Bug 1581548

Summary:	writes succeed when only good brick is down in 1x3 volume
Product:	[Community] GlusterFS	Reporter:	Ravishankar N <ravishankar>
Component:	replicate	Assignee:	Ravishankar N <ravishankar>
Status:	CLOSED CURRENTRELEASE	QA Contact:
Severity:	unspecified	Docs Contact:
Priority:	unspecified
Version:	4.1	CC:	bugs
Target Milestone:	---
Target Release:	---
Hardware:	Unspecified
OS:	Unspecified
Whiteboard:
Fixed In Version:	glusterfs-v4.1.0	Doc Type:	If docs needed, set a value
Doc Text:		Story Points:	---
Clone Of:	1581057	Environment:
Last Closed:	2018-06-20 18:06:39 UTC	Type:	Bug
Regression:	---	Mount Type:	---
Documentation:	---	CRM:
Verified Versions:		Category:	---
oVirt Team:	---	RHEL 7.3 requirements from Atomic Host:
Cloudforms Team:	---	Target Upstream Version:
Embargoed:

Description Ravishankar N 2018-05-23 04:22:41 UTC

Description of problem:
writes succeed when only good brick is down in 1x3 volume

Version-Release number of selected component (if applicable):
rhgs-3.4.0

How reproducible:
Always

Steps to Reproduce:
*Create a file in a 1x3 replicate volume mounted using fuse
*Disable shd and client side data-self-heal
*open an fd on the file for writing
*Kill B1 (brick1) and write to file.
*Bring it back up using volume start force, then bring B2 down
*write to file.
*Bring B2 back up, and kill B3.
*The next write should fail (since the only good brick B3 is down) but it succeeds.

Actual results:
Writes succeed.

Expected results:
Writes must fail with EIO.

Additional info:
The fix https://review.gluster.org/#/c/20036 for the issue is merged in master via BZ 1577672 which tracks brick mux failures.

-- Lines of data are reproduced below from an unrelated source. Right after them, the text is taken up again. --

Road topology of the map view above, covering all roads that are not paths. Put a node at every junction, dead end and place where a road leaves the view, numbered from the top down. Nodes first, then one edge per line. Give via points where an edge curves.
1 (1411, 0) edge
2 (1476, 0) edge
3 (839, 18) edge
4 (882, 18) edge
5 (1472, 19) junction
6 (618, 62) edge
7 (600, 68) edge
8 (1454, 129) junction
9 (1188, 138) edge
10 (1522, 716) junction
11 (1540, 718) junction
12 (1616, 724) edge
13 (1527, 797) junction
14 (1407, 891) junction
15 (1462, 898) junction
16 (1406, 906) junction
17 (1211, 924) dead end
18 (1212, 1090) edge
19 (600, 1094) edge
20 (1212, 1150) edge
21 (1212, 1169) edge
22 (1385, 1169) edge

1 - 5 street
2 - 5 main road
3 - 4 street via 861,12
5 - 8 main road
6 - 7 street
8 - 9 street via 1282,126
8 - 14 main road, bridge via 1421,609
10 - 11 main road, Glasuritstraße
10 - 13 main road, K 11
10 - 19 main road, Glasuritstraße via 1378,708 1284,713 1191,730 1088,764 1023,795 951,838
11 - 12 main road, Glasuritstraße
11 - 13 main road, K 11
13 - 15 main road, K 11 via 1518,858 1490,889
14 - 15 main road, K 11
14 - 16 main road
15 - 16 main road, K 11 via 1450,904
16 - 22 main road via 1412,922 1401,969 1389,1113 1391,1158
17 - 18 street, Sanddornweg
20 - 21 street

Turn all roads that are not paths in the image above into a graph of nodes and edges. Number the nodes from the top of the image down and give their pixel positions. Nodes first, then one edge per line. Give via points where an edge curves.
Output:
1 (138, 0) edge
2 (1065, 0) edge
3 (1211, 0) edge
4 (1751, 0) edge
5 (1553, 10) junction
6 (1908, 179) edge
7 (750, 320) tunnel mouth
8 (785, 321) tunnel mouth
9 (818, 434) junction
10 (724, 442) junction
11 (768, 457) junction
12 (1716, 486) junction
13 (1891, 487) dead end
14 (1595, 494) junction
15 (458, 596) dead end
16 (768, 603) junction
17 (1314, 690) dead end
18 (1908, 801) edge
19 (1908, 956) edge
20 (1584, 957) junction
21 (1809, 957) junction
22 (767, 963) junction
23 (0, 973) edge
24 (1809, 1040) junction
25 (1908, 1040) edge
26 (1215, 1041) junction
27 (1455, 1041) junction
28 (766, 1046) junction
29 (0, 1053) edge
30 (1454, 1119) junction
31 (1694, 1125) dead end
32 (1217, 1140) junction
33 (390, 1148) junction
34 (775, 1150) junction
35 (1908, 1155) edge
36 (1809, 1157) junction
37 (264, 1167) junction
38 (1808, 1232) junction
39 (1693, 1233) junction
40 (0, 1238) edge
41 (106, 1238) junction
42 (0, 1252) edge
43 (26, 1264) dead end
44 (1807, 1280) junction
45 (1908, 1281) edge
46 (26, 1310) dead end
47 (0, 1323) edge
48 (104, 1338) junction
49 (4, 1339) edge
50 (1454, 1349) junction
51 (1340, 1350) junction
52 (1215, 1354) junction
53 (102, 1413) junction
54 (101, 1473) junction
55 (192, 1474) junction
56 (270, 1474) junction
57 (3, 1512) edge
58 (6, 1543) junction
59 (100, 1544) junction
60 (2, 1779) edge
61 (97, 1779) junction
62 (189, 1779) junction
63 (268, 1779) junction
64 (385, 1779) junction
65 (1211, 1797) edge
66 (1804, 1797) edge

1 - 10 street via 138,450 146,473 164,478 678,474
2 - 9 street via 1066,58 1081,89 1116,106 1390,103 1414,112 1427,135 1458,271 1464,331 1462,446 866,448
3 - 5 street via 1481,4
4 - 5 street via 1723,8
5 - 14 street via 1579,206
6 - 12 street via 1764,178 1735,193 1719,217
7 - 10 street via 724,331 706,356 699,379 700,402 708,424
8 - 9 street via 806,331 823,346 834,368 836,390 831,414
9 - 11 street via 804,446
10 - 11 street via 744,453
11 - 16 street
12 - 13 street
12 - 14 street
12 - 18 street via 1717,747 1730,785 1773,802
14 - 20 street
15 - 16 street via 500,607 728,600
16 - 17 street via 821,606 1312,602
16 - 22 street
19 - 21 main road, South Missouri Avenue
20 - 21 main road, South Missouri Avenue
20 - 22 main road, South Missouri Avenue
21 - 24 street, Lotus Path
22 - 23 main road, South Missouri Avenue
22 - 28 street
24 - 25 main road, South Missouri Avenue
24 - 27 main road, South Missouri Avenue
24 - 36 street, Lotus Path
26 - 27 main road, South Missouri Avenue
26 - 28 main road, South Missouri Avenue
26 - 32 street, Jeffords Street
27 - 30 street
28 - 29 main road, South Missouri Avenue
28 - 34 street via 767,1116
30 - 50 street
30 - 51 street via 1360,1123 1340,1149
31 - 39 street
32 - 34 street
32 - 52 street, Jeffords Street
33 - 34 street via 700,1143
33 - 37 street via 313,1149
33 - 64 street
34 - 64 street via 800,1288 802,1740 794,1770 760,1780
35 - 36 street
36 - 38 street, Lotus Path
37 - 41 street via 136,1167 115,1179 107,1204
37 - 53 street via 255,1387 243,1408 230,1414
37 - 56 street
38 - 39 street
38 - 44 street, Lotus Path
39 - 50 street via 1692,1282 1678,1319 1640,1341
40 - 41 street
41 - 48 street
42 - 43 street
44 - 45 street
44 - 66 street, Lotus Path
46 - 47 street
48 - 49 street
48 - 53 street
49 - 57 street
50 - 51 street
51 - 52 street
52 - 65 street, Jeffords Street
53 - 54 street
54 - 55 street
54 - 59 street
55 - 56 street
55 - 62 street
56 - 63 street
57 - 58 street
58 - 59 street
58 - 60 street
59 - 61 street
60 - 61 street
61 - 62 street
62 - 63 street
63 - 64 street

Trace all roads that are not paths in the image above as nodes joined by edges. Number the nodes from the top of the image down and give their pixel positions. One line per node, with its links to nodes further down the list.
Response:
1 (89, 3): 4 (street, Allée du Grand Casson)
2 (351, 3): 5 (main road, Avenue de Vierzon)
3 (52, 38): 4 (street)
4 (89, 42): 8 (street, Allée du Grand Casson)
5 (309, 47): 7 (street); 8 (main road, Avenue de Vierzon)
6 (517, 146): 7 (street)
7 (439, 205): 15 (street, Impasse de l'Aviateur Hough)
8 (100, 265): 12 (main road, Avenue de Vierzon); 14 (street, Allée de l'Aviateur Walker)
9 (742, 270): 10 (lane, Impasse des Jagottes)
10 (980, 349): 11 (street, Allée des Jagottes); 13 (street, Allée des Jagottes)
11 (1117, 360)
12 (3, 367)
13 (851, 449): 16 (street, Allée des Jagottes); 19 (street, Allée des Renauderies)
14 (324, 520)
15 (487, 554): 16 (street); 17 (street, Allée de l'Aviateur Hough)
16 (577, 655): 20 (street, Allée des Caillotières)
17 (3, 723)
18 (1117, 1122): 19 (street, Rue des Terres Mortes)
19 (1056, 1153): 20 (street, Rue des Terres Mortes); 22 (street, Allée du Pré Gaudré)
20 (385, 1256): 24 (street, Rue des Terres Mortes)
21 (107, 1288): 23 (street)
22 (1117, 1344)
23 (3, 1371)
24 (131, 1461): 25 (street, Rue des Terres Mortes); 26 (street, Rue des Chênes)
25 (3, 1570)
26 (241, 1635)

Comment 1 Worker Ant 2018-05-23 04:25:52 UTC

REVIEW: https://review.gluster.org/20066 (afr: fix bug-1363721.t failure) posted (#1) for review on release-4.1 by Ravishankar N

Comment 2 Worker Ant 2018-05-25 12:58:11 UTC

COMMIT: https://review.gluster.org/20066 committed in release-4.1 by "Shyamsundar Ranganathan" <srangana> with a commit message- afr: fix bug-1363721.t failure

Problem:
In the .t, when the only good brick was brought down, writes on the fd were
still succeeding on the bad bricks. The inflight split-brain check was
marking the write as failure but since the write succeeded on all the
bad bricks, afr_txn_nothing_failed() was set to true and we were
unwinding writev with success to DHT and then catching the failure in
post-op in the background.

Fix:
Don't wind the FOP phase if the write_subvol (which is populated with readable
subvols obtained in pre-op cbk) does not have at least 1 good brick which was up
when the transaction started.

Note: This fix is not related to brick muliplexing. I ran the .t
10 times with this fix and brick-mux enabled without any failures.

Change-Id: I915c9c366aa32cd342b1565827ca2d83cb02ae85
updates: bz#1581548
Signed-off-by: Ravishankar N <ravishankar>
(cherry picked from commit 985a1d15db910e012ddc1dcdc2e333cc28a9968b)

Comment 3 Shyamsundar 2018-06-20 18:06:39 UTC

This bug is getting closed because a release has been made available that should address the reported issue. In case the problem is still not fixed with glusterfs-v4.1.0, please open a new bug report.

glusterfs-v4.1.0 has been announced on the Gluster mailinglists [1], packages for several distributions should become available in the near future. Keep an eye on the Gluster Users mailinglist [2] and the update infrastructure for your distribution.

[1] http://lists.gluster.org/pipermail/announce/2018-June/000102.html
[2] https://www.gluster.org/pipermail/gluster-users/